TRY IT: Repeat the listing exactly. Pictures stay out of your copy.

DATA PROVIDED:
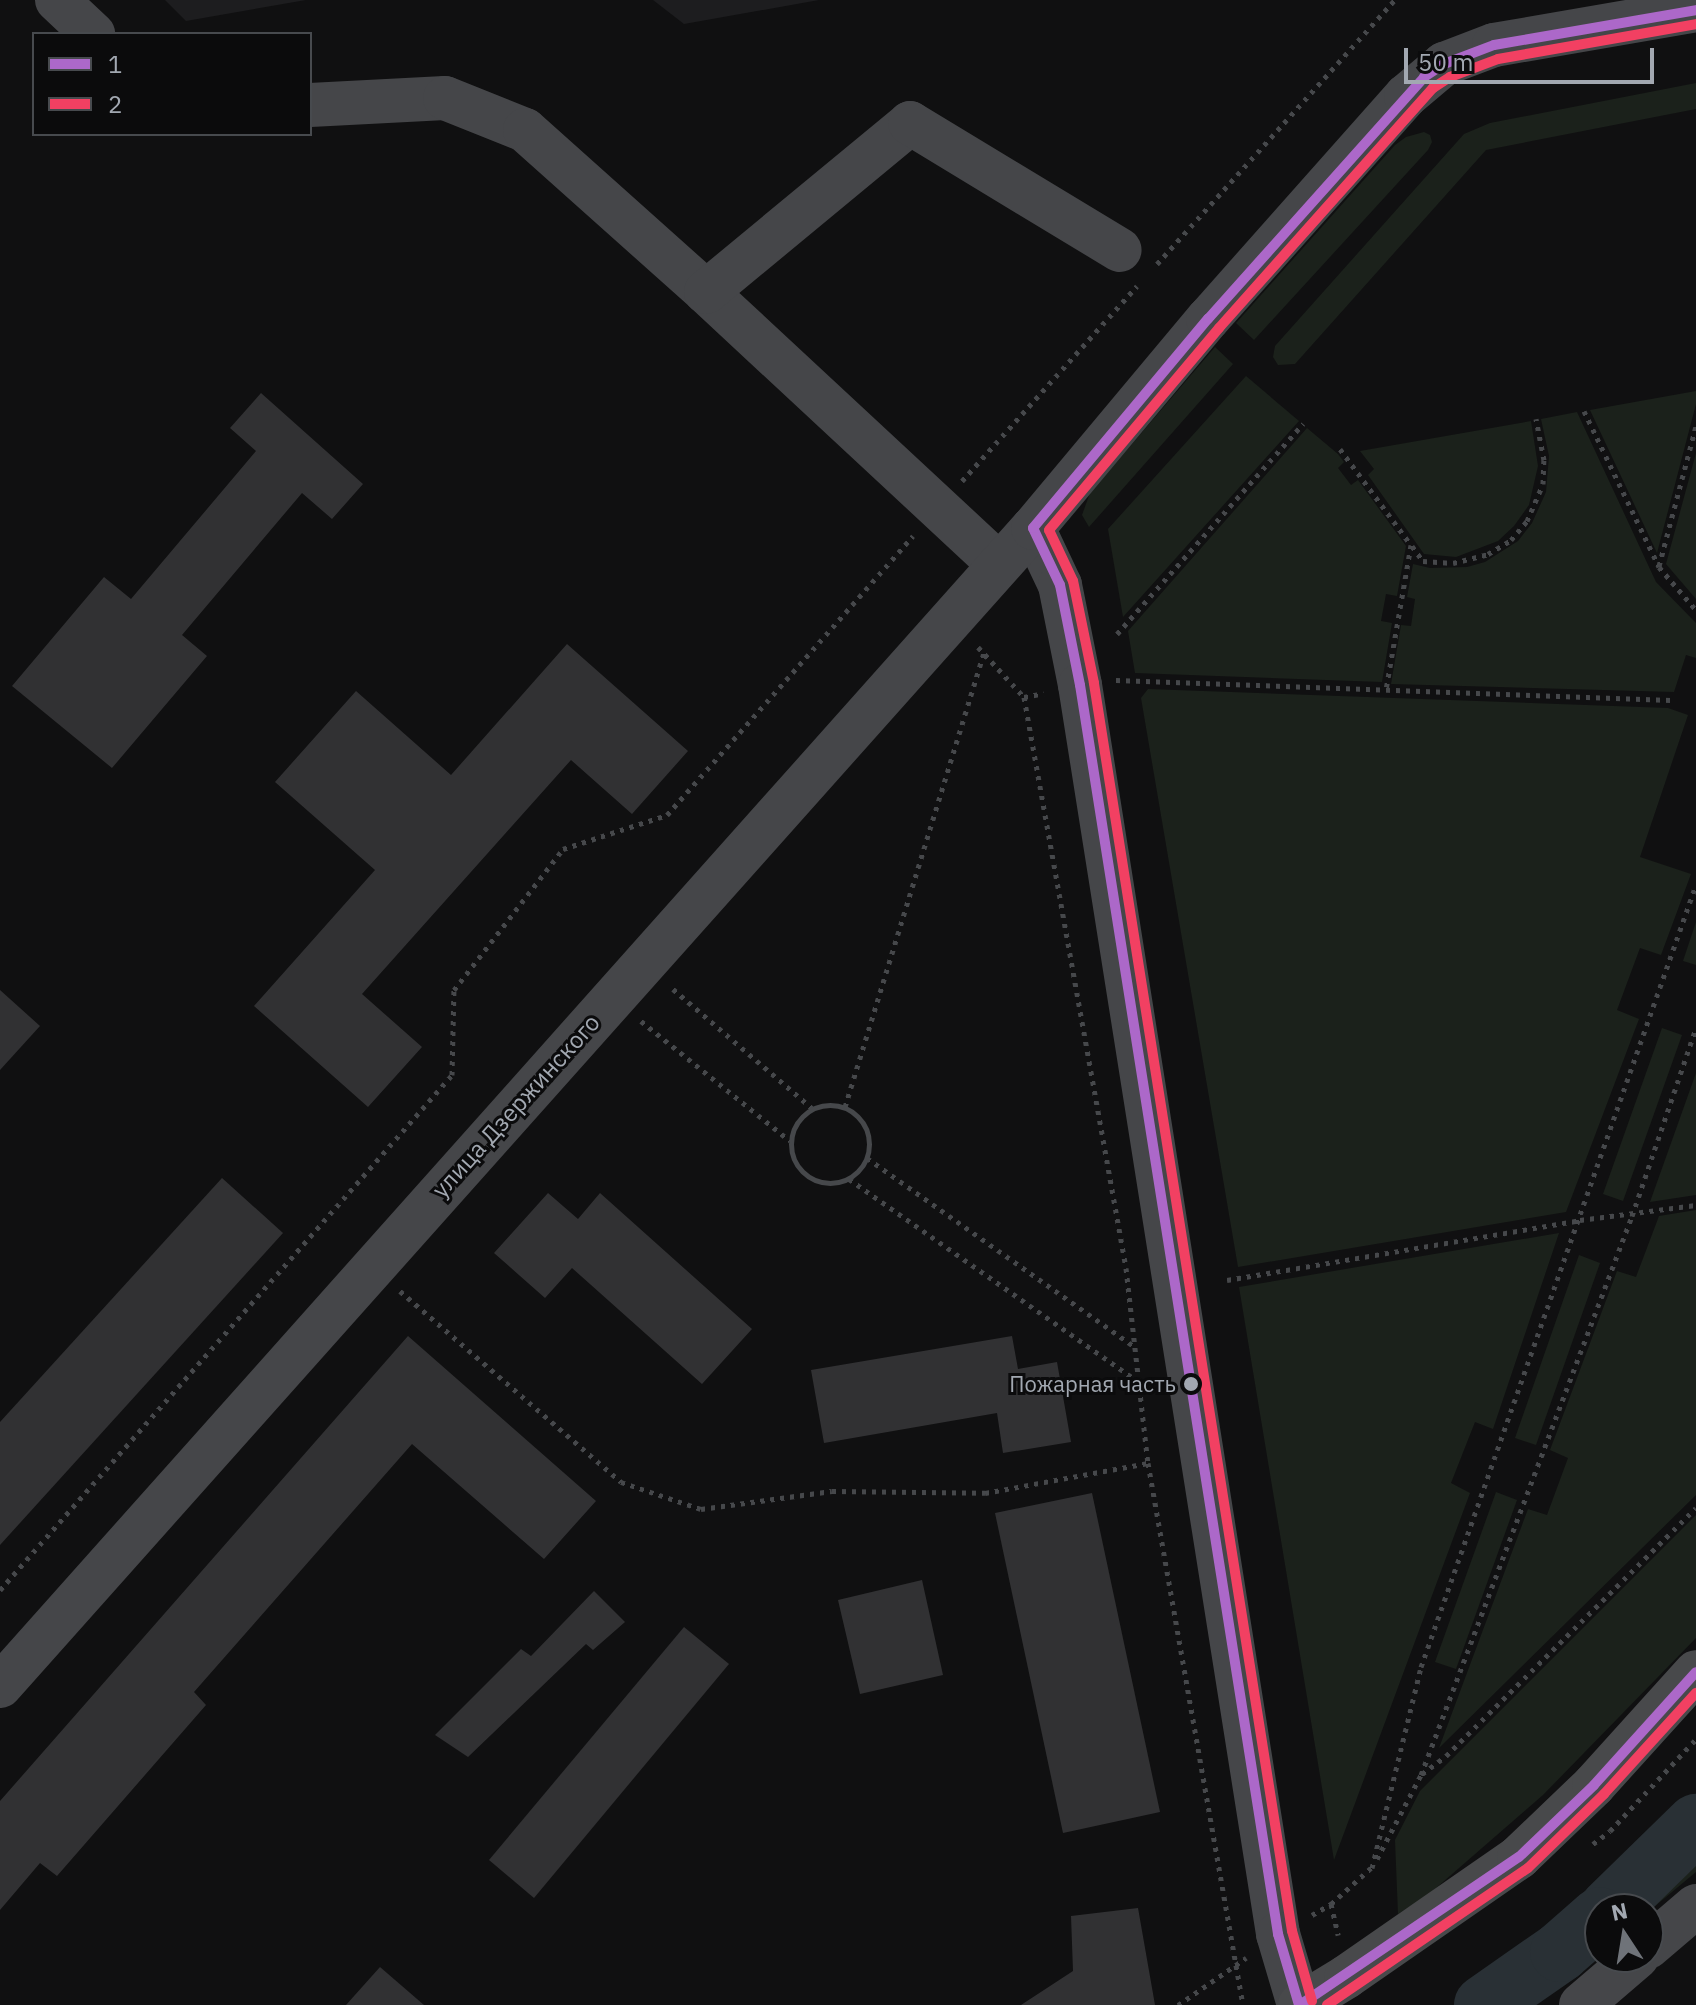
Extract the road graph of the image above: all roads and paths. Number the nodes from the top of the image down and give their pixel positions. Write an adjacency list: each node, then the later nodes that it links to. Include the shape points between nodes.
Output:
1 (57, 0): 4 (street)
2 (1395, 0): 6 (path)
3 (1696, 10): 14 (street, улица Дзержинского, via 1494,45 1424,77 1208,319)
4 (91, 32)
5 (312, 105): 7 (street, via 445,98 525,130)
6 (1137, 268): 7 (street, via 910,123); 13 (path)
7 (706, 292): 13 (street)
8 (1584, 411): 17 (path)
9 (1536, 419): 15 (path, via 1543,484 1527,521 1511,540 1488,554 1453,563 1423,561)
10 (1303, 424): 19 (path)
11 (1696, 426): 17 (path)
12 (1340, 449): 15 (path)
13 (938, 507): 16 (street); 43 (path, via 667,815 563,849 454,990 452,1075)
14 (1033, 528): 16 (street, улица Дзержинского); 22 (street, via 1060,585)
15 (1411, 545): 23 (path)
16 (999, 564): 45 (street, улица Дзержинского)
17 (1659, 567): 18 (path)
18 (1696, 610)
19 (1117, 634)
20 (969, 636): 21 (path)
21 (984, 653): 29 (path); 39 (path, via 1024,697 1126,1268)
22 (1080, 685): 23 (path, via 1125,679); 53 (street, via 1278,1934)
23 (1386, 689): 24 (path)
24 (1671, 700)
25 (1696, 885): 36 (path)
26 (669, 985): 30 (path)
27 (639, 1019): 31 (path)
28 (1696, 1028): 35 (path)
29 (845, 1107): 30 (path); 32 (path, via 861,1119 869,1138)
30 (812, 1108): 31 (path, via 796,1121)
31 (790, 1141): 33 (path, via 794,1162 808,1178 829,1184)
32 (867, 1158): 33 (path); 39 (path)
33 (849, 1179): 40 (path)
34 (1696, 1205): 35 (path)
35 (1632, 1216): 36 (path); 46 (path)
36 (1580, 1220): 37 (path); 47 (path, via 1421,1667)
37 (1227, 1280)
38 (389, 1282): 41 (path, via 621,1482 701,1509 832,1491 985,1493)
39 (1134, 1346): 40 (path)
40 (1138, 1381): 41 (path)
41 (1148, 1463): 52 (path)
42 (1696, 1508): 46 (path)
43 (0, 1590)
44 (1696, 1672): 53 (main road, via 1594,1785 1519,1857)
45 (0, 1686)
46 (1421, 1775): 47 (path)
47 (1372, 1868): 48 (path)
48 (1331, 1904)
49 (1696, 1906): 50 (street)
50 (1664, 1933)
51 (1618, 1973): 54 (street)
52 (1243, 2005)
53 (1300, 2005)
54 (1581, 2005)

RESULT FOR THIS EXERCISE:
Extract the road graph of the image above: all roads and paths. Number the nodes from the top of the image down and give their pixel positions. Write an adjacency list: each node, then the later nodes that it links to. Include the shape points between nodes.
Output:
1 (57, 0): 4 (street)
2 (1395, 0): 6 (path)
3 (1696, 10): 14 (street, улица Дзержинского, via 1494,45 1424,77 1208,319)
4 (91, 32)
5 (312, 105): 7 (street, via 445,98 525,130)
6 (1137, 268): 7 (street, via 910,123); 13 (path)
7 (706, 292): 13 (street)
8 (1584, 411): 17 (path)
9 (1536, 419): 15 (path, via 1543,484 1527,521 1511,540 1488,554 1453,563 1423,561)
10 (1303, 424): 19 (path)
11 (1696, 426): 17 (path)
12 (1340, 449): 15 (path)
13 (938, 507): 16 (street); 43 (path, via 667,815 563,849 454,990 452,1075)
14 (1033, 528): 16 (street, улица Дзержинского); 22 (street, via 1060,585)
15 (1411, 545): 23 (path)
16 (999, 564): 45 (street, улица Дзержинского)
17 (1659, 567): 18 (path)
18 (1696, 610)
19 (1117, 634)
20 (969, 636): 21 (path)
21 (984, 653): 29 (path); 39 (path, via 1024,697 1126,1268)
22 (1080, 685): 23 (path, via 1125,679); 53 (street, via 1278,1934)
23 (1386, 689): 24 (path)
24 (1671, 700)
25 (1696, 885): 36 (path)
26 (669, 985): 30 (path)
27 (639, 1019): 31 (path)
28 (1696, 1028): 35 (path)
29 (845, 1107): 30 (path); 32 (path, via 861,1119 869,1138)
30 (812, 1108): 31 (path, via 796,1121)
31 (790, 1141): 33 (path, via 794,1162 808,1178 829,1184)
32 (867, 1158): 33 (path); 39 (path)
33 (849, 1179): 40 (path)
34 (1696, 1205): 35 (path)
35 (1632, 1216): 36 (path); 46 (path)
36 (1580, 1220): 37 (path); 47 (path, via 1421,1667)
37 (1227, 1280)
38 (389, 1282): 41 (path, via 621,1482 701,1509 832,1491 985,1493)
39 (1134, 1346): 40 (path)
40 (1138, 1381): 41 (path)
41 (1148, 1463): 52 (path)
42 (1696, 1508): 46 (path)
43 (0, 1590)
44 (1696, 1672): 53 (main road, via 1594,1785 1519,1857)
45 (0, 1686)
46 (1421, 1775): 47 (path)
47 (1372, 1868): 48 (path)
48 (1331, 1904)
49 (1696, 1906): 50 (street)
50 (1664, 1933)
51 (1618, 1973): 54 (street)
52 (1243, 2005)
53 (1300, 2005)
54 (1581, 2005)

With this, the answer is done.